Friday, July 19, 2024

Mental health

Quite a few of my posts cover health, and a few have covered mental health, but I've certainly not talked about depression, for example, as much as I have talked about cancer (links to my mental health related posts below).

Why? Because of stigma, because it is an admission of weakness, because I want to present my 'perfect self' online? Well you know the latter isn't true if you have read my blog in the past.

From about 1998 to 2001 I had clinical depression. It was an awful time, I had two small children and a demanding job and inside I felt completely useless, worthless and kept being told by my other half at the time that 'the problem is there is no problem'. Wow, that was helpful.

I sought help, I got anti depressants. I distinctly remember on day 16 of taking the pills, whilst riding my bike in Cambridge, I suddenly felt like a weight had been lifted from me. The tablets worked! I treated the symptoms, but not the cause. I managed fine - still felt low now and then, but I had two amazing kids and a great job, I kept up with karate, and things were on an even keel.

Around 2007 my marriage started to deteriorate, but by 2012 I was in a very dark place once again, and no drugs, or talking therapy would help. My husband would come home and tell me he was disappointed that his new partner (that's a whole other story) was not being faithful. There's a bit of irony there, no? We were still living together, but I had moved into the tiny spare room onto a put up bed. I contemplated the unbearability of the pain (which I remember as physical, not just mental). But I had two children, who were the one clear perspective in my life at the time. 

To help manage my stress I would go swimming. Just up and down, no thoughts, just moving in the water. It was about the only therapy that helped. I'd been to see Relate on my own early on, and being told that what was being said to me, how my husband treated me was 'mental abuse' was a shock. I didn't realise, didn't recognise, that the person I then loved (unloving takes time) was actually causing me such physical and emotional pain. They put a label on it (abuse). I hadn't wanted to. 

One day when at swimming, I texted my husband that I'd had enough, we had to split - move apart. I couldn't take it any more. When I got home, he said 'I got your message. I thought you'd gone to kill yourself'. That was another mighty shock.
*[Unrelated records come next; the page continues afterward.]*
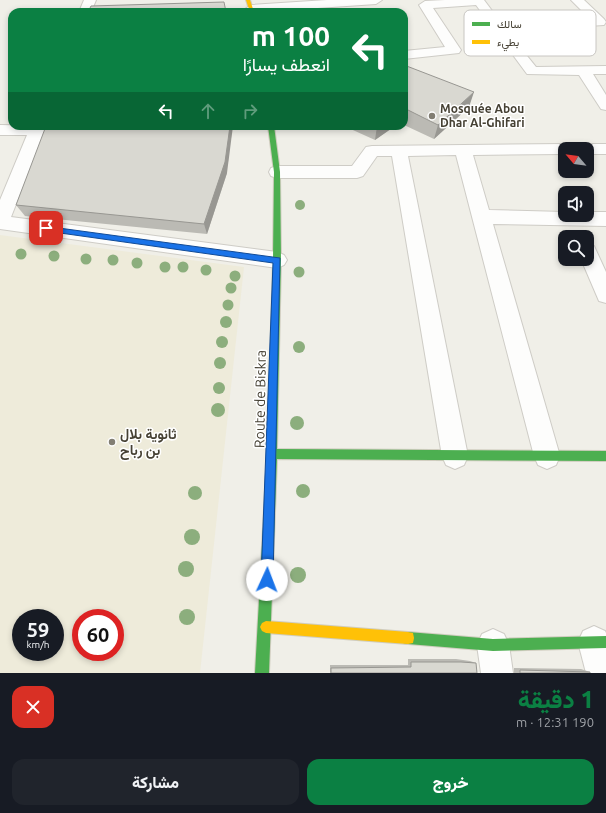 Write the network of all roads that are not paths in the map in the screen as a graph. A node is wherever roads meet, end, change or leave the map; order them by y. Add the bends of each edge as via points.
1 (376, 0) edge
2 (577, 0) edge
3 (478, 1) edge
4 (250, 7) edge
5 (351, 7) edge
6 (485, 10) edge
7 (587, 10) edge
8 (408, 55) edge
9 (520, 56) edge
10 (582, 70) junction
11 (606, 70) edge
12 (606, 106) edge
13 (37, 130) edge
14 (272, 130) edge
15 (558, 149) edge
16 (594, 149) edge
17 (606, 149) edge
18 (463, 150) junction
19 (399, 151) junction
20 (278, 172) junction
21 (482, 217) junction
22 (558, 219) edge
23 (594, 220) edge
24 (606, 220) edge
25 (0, 222) edge
26 (277, 260) junction
27 (593, 266) edge
28 (606, 295) edge
29 (272, 454) junction
30 (455, 456) junction
31 (547, 456) junction
32 (606, 456) edge
33 (266, 627) junction
34 (600, 642) edge
35 (495, 659) edge
36 (262, 673) edge
37 (602, 673) edge

1 - 5 street
2 - 7 street
3 - 6 street
3 - 8 street via 425,5 454,50
4 - 5 street
9 - 10 street via 532,71
10 - 11 street
10 - 12 street
13 - 25 street
14 - 20 main road, Route de Biskra
15 - 18 street
16 - 17 street
18 - 19 street
18 - 21 street
19 - 20 street via 372,151 357,172
19 - 30 street
20 - 26 main road, Route de Biskra
21 - 22 street
21 - 31 street
23 - 24 street
25 - 26 street
26 - 29 main road, Route de Biskra
27 - 28 street
29 - 30 main road
29 - 33 main road, Route de Biskra
30 - 31 main road
31 - 32 main road
33 - 35 main road
33 - 36 main road, Route de Biskra
34 - 35 main road
34 - 37 street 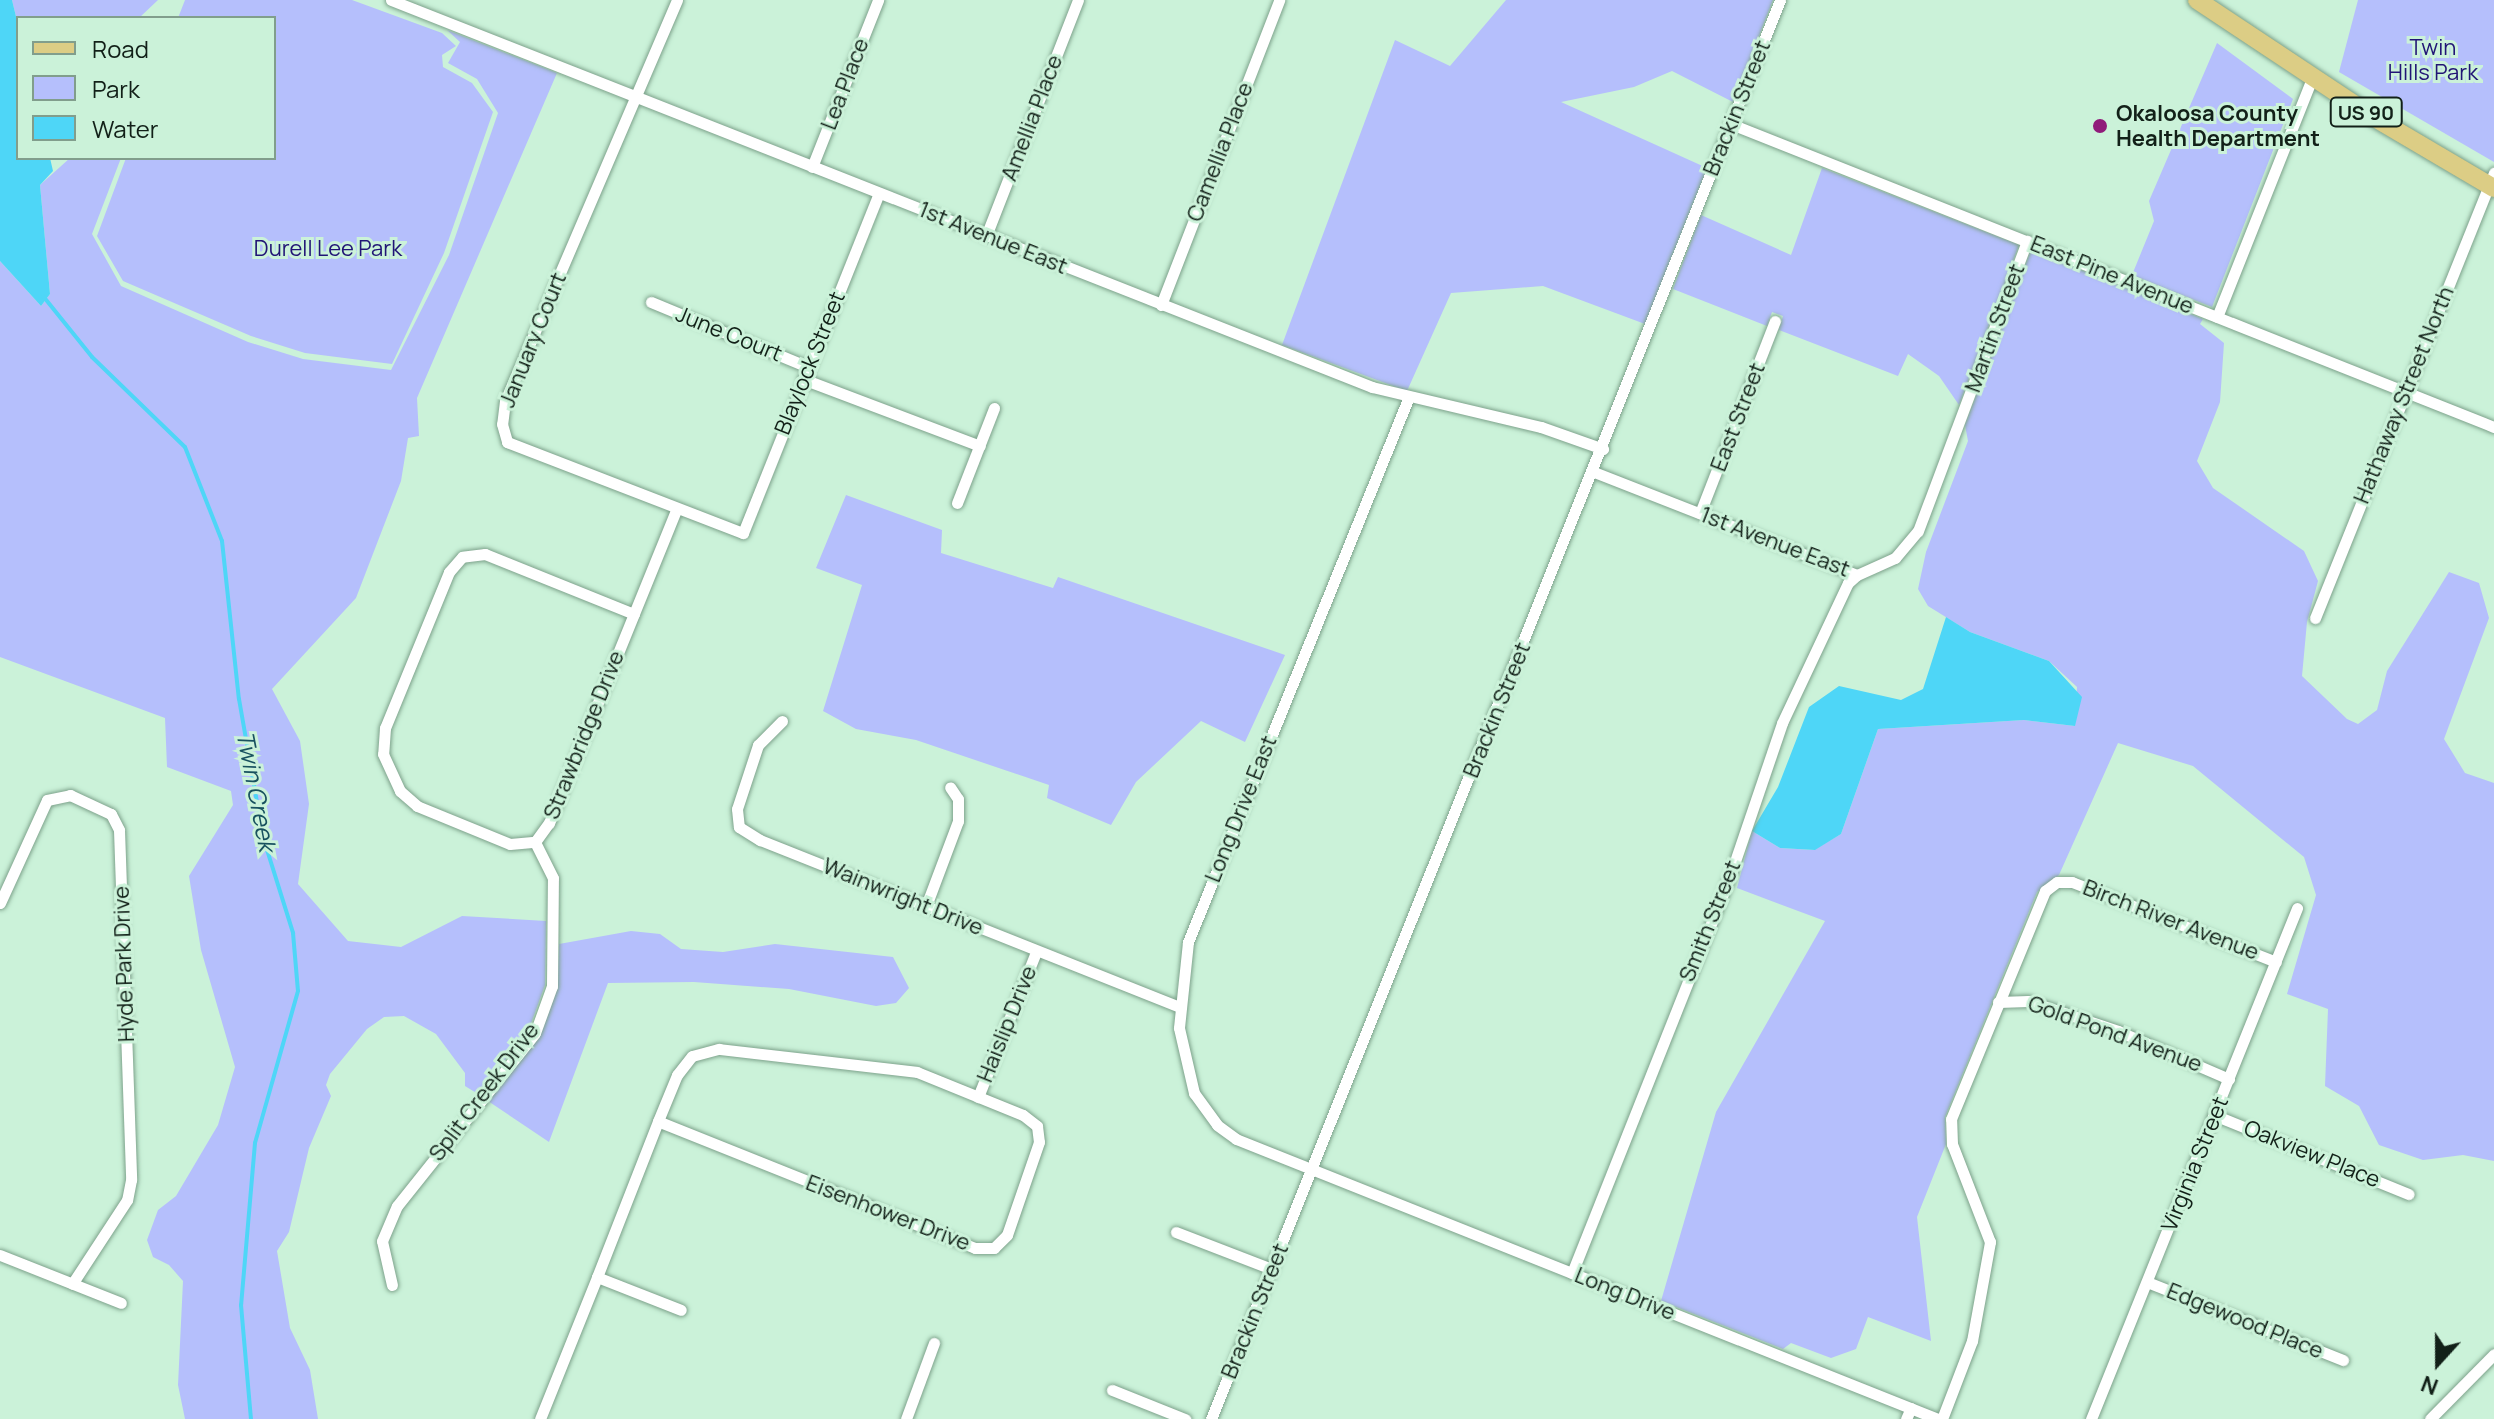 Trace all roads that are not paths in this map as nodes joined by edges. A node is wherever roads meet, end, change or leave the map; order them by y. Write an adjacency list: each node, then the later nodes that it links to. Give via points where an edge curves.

Because if that's what he'd thought, why didn't he stop me? That remains a resentment I find hard to forget, though the many other things that were said and done have been comfortably forgotten. Holding on to pain or anger only hurts me, so I don't do it. 

But this story does have a happy ending. No need for detail for the years in between, but I did attend a course by Richard Wilkins called 'Broadband Consciousness'. And that really helped me change my attitude to myself. Richard describes happiness as being like a tide - sometimes it's in, sometimes it's out, it's not a static state of being. For me mental health is like physical health - sometimes it's good, sometimes I get ill, and do what I can to get better, or manage symptoms, so I can lead a fulfilled life and be there for those I love.

But here's the happy ending - because the critical change was that I managed to alter my self-perception. The five days with Richard, Liz and the others gave me the knowledge to understand and challenge that inner voice (which was echo chambering years of undermining). I started to like who I am. 

In 2018 I met my amazing wife and in 2021 we got married. The tide is in.